Четкую картину заболевания дает и компьютерная томография.


5. Основными клиническими признаками перехода острого абсцесса в хроническийявляются стабилизация количества мокроты (100–200 мл в сутки), ее нерезкий запах, длительный субфебрилитет, признаки интоксикации.


Заболевание протекает с периодами обострения и ремиссии.

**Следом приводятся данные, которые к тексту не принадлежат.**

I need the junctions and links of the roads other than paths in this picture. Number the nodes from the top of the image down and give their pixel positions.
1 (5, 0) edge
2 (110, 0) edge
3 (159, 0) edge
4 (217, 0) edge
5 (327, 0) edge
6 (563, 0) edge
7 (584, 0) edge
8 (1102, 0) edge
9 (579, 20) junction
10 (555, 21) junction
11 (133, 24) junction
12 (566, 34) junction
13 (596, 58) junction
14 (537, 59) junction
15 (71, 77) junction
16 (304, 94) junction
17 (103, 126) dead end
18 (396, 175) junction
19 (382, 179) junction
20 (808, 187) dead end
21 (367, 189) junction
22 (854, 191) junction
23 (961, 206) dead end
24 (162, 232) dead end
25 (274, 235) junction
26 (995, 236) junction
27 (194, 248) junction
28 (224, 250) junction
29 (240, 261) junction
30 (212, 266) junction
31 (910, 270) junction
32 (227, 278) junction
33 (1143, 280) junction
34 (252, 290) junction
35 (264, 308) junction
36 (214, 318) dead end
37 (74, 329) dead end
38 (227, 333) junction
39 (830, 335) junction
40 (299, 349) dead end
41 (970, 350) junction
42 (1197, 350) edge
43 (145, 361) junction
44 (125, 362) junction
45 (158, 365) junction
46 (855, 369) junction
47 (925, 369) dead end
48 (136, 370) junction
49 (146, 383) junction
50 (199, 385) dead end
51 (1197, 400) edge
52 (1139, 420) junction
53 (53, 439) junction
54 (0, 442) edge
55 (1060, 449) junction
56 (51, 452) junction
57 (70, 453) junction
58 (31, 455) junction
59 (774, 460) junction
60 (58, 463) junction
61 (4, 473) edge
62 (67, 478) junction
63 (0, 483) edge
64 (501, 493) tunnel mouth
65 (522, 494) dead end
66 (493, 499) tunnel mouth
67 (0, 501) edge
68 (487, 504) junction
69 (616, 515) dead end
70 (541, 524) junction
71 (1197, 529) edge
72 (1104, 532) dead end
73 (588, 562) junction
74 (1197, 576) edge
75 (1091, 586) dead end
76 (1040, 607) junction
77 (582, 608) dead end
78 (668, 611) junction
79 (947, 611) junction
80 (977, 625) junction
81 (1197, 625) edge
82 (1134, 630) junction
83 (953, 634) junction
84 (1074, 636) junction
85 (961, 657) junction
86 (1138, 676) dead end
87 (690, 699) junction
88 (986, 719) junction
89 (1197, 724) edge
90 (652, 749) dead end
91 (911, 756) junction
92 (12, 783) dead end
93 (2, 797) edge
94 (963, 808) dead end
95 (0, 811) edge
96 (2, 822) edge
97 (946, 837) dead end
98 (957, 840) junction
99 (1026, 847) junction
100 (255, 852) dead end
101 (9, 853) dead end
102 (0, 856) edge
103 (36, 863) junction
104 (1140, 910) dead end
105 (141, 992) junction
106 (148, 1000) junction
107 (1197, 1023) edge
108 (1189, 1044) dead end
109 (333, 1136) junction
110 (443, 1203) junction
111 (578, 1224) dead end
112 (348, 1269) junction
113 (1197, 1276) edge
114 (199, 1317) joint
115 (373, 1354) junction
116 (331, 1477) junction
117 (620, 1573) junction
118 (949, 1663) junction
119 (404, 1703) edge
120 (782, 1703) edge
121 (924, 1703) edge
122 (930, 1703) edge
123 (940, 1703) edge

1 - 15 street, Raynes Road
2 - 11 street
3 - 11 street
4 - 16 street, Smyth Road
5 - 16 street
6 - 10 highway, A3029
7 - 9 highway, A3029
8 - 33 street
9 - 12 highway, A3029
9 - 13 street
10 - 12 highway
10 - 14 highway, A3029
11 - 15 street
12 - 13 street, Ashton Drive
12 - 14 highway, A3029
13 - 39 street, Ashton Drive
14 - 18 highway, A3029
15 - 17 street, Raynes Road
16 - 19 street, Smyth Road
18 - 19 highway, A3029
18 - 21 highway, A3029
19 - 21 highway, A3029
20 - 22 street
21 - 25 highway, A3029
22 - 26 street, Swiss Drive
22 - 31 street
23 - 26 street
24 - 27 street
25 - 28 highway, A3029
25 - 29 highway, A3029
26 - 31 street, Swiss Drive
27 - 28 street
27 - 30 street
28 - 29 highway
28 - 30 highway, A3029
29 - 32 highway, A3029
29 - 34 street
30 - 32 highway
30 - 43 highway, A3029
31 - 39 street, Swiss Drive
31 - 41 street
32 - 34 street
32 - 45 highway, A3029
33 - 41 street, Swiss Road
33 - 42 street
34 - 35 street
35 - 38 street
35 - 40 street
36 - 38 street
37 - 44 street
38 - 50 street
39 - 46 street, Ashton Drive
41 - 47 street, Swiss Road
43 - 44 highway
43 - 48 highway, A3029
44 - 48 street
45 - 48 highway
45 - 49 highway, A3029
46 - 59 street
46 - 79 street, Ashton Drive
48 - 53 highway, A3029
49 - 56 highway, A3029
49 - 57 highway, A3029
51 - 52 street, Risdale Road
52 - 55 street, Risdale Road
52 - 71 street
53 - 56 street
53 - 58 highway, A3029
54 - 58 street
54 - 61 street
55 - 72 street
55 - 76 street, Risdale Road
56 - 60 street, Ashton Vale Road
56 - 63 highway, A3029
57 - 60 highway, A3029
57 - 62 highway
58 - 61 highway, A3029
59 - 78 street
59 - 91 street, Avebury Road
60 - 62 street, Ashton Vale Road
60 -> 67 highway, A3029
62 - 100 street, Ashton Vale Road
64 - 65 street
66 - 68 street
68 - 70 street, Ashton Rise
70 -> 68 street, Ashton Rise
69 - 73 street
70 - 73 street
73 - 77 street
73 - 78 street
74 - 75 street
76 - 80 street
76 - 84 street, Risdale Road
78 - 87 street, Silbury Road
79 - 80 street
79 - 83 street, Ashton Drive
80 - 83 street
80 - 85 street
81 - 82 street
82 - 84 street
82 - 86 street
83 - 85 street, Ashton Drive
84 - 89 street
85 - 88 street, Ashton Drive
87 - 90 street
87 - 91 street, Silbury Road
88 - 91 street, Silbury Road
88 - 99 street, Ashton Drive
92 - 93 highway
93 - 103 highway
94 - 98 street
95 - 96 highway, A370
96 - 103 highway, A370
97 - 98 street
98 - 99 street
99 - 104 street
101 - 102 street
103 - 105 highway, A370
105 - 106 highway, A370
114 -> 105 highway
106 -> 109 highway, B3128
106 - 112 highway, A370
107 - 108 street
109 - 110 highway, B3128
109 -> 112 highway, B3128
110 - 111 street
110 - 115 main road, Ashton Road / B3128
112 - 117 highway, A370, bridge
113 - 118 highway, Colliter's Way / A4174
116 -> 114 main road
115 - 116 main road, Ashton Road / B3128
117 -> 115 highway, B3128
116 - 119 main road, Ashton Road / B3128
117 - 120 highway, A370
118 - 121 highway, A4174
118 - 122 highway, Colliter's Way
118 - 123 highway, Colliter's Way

В период обострения больные жалуются на одышку, усиление кашля, увеличение количества отделяемой гнойной мокроты с гнилостным запахом.


Объективно выявляются:

– бледность кожи с серо-землистым оттенком;

– исхудание;

– изменение концевых фаланг пальцев рук и ног в виде барабанных палочек и ногтей в виде часовых стекол;

– асимметрия грудной клетки с отставанием пораженной стороны при дыхании;

– укорочение перкуторного звука над пораженным участком легкого;

– ослабления дыхания, разнокалиберные влажные хрипы, иногда амфорическое дыхание.

Рентгенологически выявляется полость с горизонтальным уровнем жидкости.


В крови:

– умеренная гипохромная анемия;

– нейтрофильный лейкоцитоз;

– увеличение скорости оседания эритроцитов.

Длительное течение хронического абсцесса осложняется развитием амилоидоза.


6. Лечение включает:

– мероприятия по восстановлению дренажа и ликвидации гноя в очаге поражения;

– антибиотикотерапию;

– дезинтоксикационную терапию (гемодез, полиглюкин);

– иммуностимулирующую терапию;

– симптомокомплексную терапию.


Показаниями к хирургическому лечению служат осложнения острых абсцессов.